53.7. Aquel Ángel, Gabriel, tan amado del Dios Altísimo, “entró” donde Ella. El único texto inspirado que se aproxima a este lenguaje es el de la visita a Cornelio, el cual «vio claramente en visión, hacia la hora nona del día, que el Ángel de Dios entraba donde él y le decía: “Cornelio;” él le miró fijamente y lleno de espanto dijo: “¿Qué pasa, señor?” Le respondió: “Tus oraciones y tus limosnas han subido como memorial ante la presencia de Dios”» (Hch 10,3-4). La construcción es semejante; pero observa la diferencia: el mismo Lucas anota el carácter de “visión” de lo que percibió Cornelio, mientras que en el caso de María simplemente cuenta que el Ángel fue enviado y entró donde Ella.

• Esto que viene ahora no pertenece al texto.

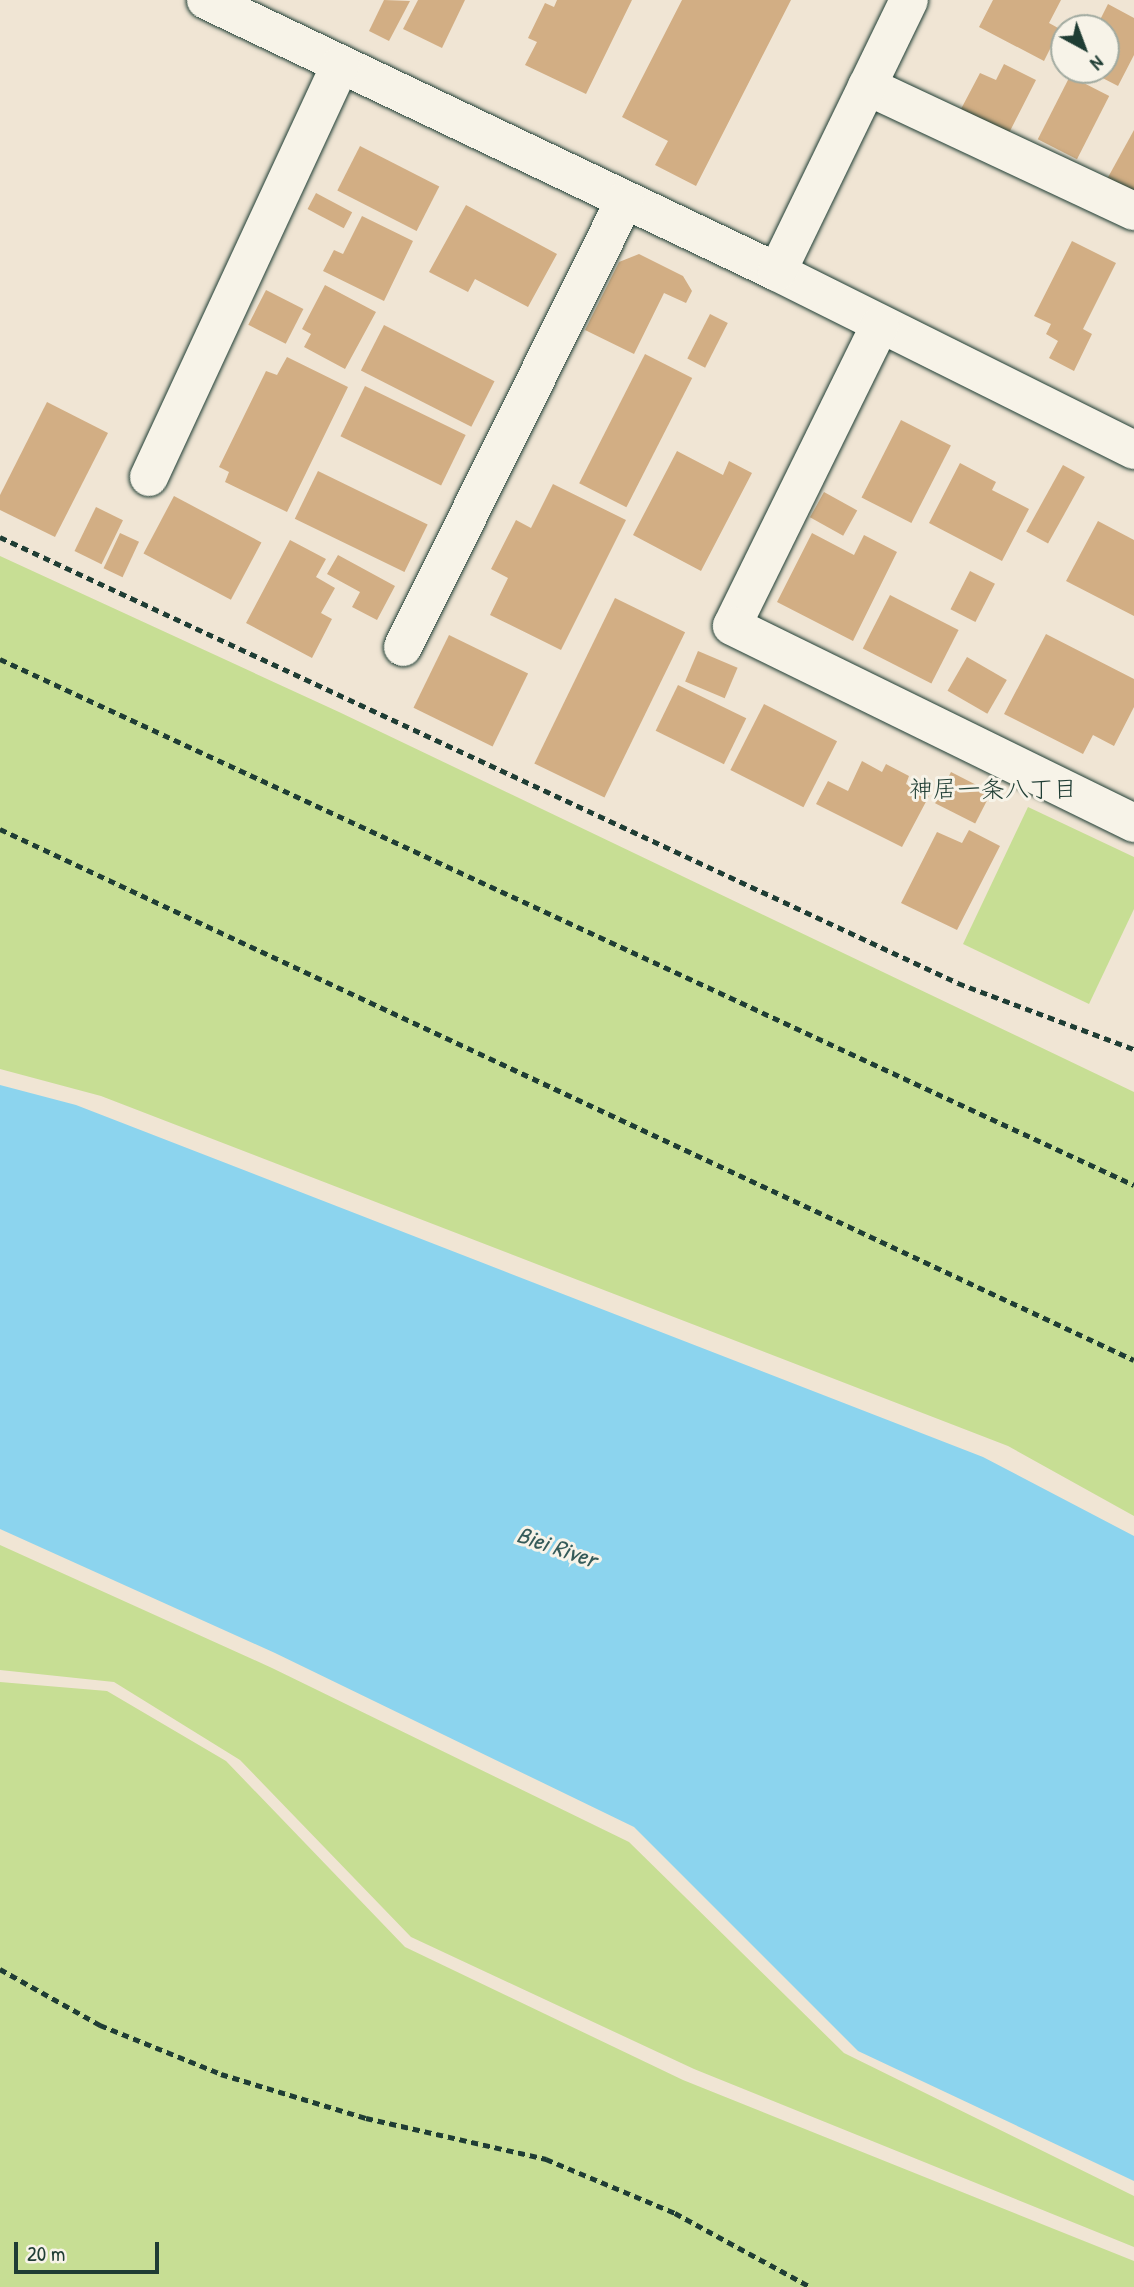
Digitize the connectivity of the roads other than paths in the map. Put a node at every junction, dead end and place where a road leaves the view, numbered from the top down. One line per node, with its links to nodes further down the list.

Por decírtelo de otro modo: no hay en el pasaje de Gabriel la especificación de una diferencia de espacio entre el ámbito del Ángel y el de tu Amable Reina. Esto no dejó de notarlo Tomás de Aquino, cuando meditó largamente sobre el género de visita que había recibido la Virgen.
53.8. De todo esto puedes comprender con qué cercanía quiere Dios que vosotros y nosotros nos tratemos, en el amor y la luz que vienen de Él. Yo no he podido hablarte como yo quisiera, ni tú me hablas como te gustaría. Destruidas todas las barreras, sería precioso que pudiera yo hablarte como Gabriel a María, “entrando” en todo tu ambiente y regalándote toda la fragancia de adoración en que vivo. Dime que tú también lo deseas, y así apresuramos ese día. Dios te ama; su amor es eterno.